De là l'ennui : In auguste inclusæ cupiditates, sine exitu, se ipsæ strangulant ; inde mœror marcorque. Sénèq., de Tranq., II, 8. In villa, aut in lecto suo, in media solitudine, quamvis ab omnibus recesserunt, sibi ipsi molesti sunt. De Brevit. vit., II. — Æger est ; immo mortuus est. Ibid., 13.

Lucrèce, III, 943-945.

[17] III, 943-945.

[18] Lettres, 24.

[19] Un docteur de l'école cyrénaïque, laquelle a de grands rapports avec l'école épicurienne, Hégésias avait fini par enseigner que même la volupté n'est rien, que les maux l'emportent sur les biens, et prêchait avec tant d'éloquence que le roi Ptolémée lui interdit la parole publique, parce que plusieurs de ses auditeurs s'étaient donné la mort. Tusculanes, 34.
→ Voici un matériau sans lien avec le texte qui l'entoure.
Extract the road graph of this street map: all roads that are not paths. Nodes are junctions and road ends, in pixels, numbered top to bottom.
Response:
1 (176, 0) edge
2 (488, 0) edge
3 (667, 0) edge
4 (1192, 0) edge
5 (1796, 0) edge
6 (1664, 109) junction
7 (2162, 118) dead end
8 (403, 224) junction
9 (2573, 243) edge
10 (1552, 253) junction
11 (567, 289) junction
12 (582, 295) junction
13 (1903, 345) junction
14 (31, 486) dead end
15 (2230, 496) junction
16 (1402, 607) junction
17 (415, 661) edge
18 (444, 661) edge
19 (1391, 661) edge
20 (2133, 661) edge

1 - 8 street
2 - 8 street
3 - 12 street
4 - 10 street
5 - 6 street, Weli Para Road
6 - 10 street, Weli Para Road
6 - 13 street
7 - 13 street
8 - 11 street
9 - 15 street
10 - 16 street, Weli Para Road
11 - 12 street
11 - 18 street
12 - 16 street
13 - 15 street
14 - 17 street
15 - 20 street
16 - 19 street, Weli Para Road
La doctrine d'Épicure était plus vaillante, et disait : Ridiculum est currere ad mortem tædio vitæ. Sén., Lettres, 24. Ailleurs Sénèque, racontant la mort volontaire de Diodore, ajoute : Negant ex decreto Epicuri fecisse. De Vit. beat.,19. Mais ces mots prouvent que la doctrine sur ce point n'était pas très-explicite.